Hello, I am wondering about this question:

Assume that we have 10 marshmallows, 80 bananas, and 50 peaches.
Your task is to first put 3 marshmallows on a stick, then 2 bananas,
and finally 4 peaches. In how many ways can you make this stick?

The stick can be made in 9! / (4! x 3! x 2!) ways. Is this answer correct? The question confuses me a bit.

 

[tkhunny]

Your problem statement seems to suggest that the items are sequential, as defined. In other words, You CANNOT get banana, marshmallow.

Can we distinguish the peaches from one another?

 

[Deleted member 4993]

Hello, I am wondering about this question:

Assume that we have 10 marshmallows, 80 bananas, and 50 peaches.
Your task is to first put 3 marshmallows on a stick, then 2 bananas,
and finally 4 peaches. In how many ways can you make this stick?

The stick can be made in 9! / (4! x 3! x 2!) ways. Is this answer correct? The question confuses me a bit.

Looks good to me.

 

[vuslouui]

Can we distinguish the peaches from one another?

I cannot answer this I just have the task.

Looks good to me.

So, I can assume that my solution is correct?

 

[Steven G]

I wouldn't 2nd guess Subhotosh Khan.

 

[Deleted member 4993]

I cannot answer this I just have the task.
So, I can assume that my solution is correct?

Why are you not sure about your work?!

 

[pka]

Assume that we have 10 marshmallows, 80 bananas, and 50 peaches.
Your task is to first put 3 marshmallows on a stick, then 2 bananas,
and finally 4 peaches. In how many ways can you make this stick?
The stick can be made in \(\dfrac{9!}{4! \cdot 3! \cdot 2!}\) ways. Is this answer correct? The question confuses me a bit.

That answer is correct if we assume that each kind of fruit is indistinguishable from one another in the same kind.
But I wonder why the author went to the trouble to vary the numbers?

 

[lookagain]

Hello, I am wondering about this question:

Assume that we have 10 marshmallows, 80 bananas, and 50 peaches.
Your task is to first put 3 marshmallows on a stick, then 2 bananas,
and finally 4 peaches. In how many ways can you make this stick?

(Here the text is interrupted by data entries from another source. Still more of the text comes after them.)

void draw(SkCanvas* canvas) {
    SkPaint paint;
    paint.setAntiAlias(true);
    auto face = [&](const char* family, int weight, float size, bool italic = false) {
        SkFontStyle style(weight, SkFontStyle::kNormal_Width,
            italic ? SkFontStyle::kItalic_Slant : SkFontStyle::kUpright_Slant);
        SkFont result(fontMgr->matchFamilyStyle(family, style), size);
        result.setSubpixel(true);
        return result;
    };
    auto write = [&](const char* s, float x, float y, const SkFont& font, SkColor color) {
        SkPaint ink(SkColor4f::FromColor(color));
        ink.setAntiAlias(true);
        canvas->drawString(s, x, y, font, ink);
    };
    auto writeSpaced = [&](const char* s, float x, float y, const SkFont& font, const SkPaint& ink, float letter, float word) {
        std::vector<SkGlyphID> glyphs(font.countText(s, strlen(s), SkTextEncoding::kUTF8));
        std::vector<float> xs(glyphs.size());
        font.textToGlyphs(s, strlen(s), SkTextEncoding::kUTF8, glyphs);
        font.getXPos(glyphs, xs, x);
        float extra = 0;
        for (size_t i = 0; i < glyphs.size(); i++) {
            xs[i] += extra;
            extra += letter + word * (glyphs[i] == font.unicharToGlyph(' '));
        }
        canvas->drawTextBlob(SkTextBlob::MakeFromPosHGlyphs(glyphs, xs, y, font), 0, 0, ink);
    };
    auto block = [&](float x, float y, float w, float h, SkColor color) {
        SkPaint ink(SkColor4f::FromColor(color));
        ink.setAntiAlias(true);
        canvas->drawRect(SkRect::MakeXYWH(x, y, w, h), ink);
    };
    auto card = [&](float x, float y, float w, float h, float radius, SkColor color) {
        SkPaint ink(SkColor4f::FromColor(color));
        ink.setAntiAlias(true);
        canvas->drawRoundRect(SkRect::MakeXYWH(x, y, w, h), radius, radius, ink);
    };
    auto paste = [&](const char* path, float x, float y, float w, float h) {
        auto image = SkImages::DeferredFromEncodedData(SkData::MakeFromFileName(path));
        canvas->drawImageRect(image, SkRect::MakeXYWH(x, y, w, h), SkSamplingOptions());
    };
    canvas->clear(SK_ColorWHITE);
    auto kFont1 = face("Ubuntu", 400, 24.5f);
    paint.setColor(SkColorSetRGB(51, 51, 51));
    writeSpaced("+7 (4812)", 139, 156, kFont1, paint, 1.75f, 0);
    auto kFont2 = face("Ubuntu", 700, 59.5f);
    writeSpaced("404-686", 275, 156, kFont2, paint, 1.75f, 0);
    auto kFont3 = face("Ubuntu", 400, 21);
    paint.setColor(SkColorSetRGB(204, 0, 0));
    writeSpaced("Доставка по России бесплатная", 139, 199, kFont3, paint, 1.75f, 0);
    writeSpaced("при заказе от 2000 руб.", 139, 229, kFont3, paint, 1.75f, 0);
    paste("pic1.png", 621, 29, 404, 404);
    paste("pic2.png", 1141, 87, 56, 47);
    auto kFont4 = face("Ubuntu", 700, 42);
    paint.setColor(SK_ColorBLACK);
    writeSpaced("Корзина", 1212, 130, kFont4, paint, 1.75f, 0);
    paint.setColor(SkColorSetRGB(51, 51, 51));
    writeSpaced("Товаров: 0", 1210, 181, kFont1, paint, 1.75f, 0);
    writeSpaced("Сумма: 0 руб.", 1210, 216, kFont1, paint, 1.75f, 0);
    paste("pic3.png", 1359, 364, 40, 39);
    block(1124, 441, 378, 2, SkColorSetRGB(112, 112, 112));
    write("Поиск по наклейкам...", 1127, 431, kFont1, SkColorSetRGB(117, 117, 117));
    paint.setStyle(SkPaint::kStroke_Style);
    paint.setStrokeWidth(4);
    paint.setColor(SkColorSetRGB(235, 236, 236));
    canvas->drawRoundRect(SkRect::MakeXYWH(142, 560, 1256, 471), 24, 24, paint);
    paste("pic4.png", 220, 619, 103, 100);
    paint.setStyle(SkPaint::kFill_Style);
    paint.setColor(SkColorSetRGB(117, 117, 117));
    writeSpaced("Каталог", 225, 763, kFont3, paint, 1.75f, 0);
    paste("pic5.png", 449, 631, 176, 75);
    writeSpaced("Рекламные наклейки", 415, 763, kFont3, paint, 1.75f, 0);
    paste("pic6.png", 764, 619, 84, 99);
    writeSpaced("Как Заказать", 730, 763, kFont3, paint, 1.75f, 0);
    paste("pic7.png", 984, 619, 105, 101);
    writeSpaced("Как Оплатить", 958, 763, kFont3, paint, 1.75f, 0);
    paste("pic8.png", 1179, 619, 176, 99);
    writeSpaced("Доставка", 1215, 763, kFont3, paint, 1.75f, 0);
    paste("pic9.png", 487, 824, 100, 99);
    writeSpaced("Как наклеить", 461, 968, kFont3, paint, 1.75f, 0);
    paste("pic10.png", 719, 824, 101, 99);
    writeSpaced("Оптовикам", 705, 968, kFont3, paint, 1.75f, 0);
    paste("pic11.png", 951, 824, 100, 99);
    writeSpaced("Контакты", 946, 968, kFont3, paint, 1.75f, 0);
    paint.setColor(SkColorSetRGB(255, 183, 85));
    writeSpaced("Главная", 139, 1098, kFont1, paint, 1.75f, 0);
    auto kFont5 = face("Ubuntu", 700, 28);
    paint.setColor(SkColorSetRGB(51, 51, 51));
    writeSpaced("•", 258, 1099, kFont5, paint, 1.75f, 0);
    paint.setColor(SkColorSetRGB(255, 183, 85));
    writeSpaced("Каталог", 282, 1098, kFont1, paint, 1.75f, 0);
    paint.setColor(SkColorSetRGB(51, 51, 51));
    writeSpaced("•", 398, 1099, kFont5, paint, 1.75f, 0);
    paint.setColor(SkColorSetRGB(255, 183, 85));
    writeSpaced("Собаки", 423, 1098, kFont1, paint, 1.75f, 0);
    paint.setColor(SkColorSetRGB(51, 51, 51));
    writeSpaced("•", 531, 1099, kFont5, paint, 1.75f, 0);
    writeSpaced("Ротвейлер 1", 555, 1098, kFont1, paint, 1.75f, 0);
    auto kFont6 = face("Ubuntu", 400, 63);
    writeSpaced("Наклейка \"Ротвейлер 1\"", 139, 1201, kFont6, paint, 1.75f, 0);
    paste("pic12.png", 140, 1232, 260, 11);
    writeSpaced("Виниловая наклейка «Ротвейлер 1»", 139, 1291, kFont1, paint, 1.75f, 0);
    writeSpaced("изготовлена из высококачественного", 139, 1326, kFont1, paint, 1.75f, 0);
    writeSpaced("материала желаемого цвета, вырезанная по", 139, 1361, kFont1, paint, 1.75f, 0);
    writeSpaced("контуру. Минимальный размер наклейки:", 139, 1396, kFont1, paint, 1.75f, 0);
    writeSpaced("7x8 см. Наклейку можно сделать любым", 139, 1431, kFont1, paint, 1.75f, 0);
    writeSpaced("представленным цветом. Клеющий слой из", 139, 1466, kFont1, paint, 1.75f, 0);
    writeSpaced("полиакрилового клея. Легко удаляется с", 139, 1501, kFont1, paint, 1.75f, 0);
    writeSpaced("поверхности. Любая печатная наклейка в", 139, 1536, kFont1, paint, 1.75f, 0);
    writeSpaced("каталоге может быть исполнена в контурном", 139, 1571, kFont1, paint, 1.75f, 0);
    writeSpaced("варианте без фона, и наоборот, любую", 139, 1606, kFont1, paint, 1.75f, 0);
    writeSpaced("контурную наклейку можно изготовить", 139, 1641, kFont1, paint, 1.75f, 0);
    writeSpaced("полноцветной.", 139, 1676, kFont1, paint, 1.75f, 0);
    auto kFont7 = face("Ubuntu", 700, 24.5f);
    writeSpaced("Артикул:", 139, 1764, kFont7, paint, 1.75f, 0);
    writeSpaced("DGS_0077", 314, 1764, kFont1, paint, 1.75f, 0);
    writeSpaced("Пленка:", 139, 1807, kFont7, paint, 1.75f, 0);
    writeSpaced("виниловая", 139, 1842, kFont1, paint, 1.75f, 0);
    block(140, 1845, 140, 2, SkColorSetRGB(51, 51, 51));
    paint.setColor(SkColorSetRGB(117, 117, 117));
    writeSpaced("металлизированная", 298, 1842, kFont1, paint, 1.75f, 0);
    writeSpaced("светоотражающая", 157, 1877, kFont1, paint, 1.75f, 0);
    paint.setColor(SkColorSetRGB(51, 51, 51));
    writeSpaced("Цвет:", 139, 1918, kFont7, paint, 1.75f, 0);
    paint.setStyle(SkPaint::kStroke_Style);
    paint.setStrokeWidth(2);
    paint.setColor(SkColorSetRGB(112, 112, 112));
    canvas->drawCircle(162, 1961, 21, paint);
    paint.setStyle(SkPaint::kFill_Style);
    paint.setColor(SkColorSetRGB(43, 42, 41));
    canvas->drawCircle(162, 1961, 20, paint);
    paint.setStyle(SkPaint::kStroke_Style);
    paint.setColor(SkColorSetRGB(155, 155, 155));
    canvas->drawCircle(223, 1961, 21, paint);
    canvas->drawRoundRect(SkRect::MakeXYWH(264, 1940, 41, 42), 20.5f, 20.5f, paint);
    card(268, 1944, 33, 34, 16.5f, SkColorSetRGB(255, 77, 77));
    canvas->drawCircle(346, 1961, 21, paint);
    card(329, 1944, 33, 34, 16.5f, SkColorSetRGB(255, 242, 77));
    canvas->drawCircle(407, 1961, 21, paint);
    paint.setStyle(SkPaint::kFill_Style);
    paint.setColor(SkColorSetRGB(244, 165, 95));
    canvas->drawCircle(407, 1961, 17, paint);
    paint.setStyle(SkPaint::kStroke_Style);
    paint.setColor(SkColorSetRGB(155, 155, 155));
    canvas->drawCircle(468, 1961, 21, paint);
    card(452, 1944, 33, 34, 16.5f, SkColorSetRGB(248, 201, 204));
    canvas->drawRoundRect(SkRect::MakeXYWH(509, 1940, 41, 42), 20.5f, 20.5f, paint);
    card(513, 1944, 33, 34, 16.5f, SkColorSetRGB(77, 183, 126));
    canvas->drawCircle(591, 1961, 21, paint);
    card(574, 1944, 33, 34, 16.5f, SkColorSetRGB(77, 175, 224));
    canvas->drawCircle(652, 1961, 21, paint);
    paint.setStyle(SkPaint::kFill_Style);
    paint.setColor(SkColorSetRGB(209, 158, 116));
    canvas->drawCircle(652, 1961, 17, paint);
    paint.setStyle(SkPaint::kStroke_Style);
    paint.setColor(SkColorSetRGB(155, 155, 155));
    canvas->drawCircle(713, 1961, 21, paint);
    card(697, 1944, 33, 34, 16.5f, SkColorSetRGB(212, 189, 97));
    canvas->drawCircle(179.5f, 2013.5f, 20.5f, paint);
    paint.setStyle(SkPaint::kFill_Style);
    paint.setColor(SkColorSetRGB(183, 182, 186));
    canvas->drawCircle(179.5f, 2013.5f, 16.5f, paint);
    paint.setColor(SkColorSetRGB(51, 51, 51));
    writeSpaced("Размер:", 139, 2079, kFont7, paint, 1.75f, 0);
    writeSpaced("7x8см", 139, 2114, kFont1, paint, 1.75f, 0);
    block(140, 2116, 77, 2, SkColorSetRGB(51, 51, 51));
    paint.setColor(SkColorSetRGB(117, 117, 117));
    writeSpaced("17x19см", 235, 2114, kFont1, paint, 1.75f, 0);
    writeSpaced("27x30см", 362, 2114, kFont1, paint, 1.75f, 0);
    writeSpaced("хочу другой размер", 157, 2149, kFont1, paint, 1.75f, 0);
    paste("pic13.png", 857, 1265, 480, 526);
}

I interpreted the problem as you're going to choose 3 marshmallows out of 80 and place them on the stick. Then choose 2 bananas out of 80 and place them on the stick next to the marshmallows. Finally, choose 4 peaches out of 50 and place
them next to the bananas on the stick.

(10 C 3)*(80 C 2)*(50 C 4) =

 

[Dr.Peterson]

I interpreted the problem as you're going to choose 3 marshmallows out of 80 and place them on the stick. Then choose 2 bananas out of 80 and place them on the stick next to the marshmallows. Finally, choose 4 peaches out of 50 and place
them next to the bananas on the stick.

(10 C 3)*(80 C 2)*(50 C 4) =

Really, the problem is just very poorly stated.

Since the number of each item available is given, they are presumed to be distinguishable; since it explicitly says "first ... then ... finally", the order of the types is fixed, but position is relevant. So I'd say (10 P 3)*(80 P 2)*(50 P 4).

On the other hand, nothing is said at all about making the stick itself! Maybe there's only one way to do that.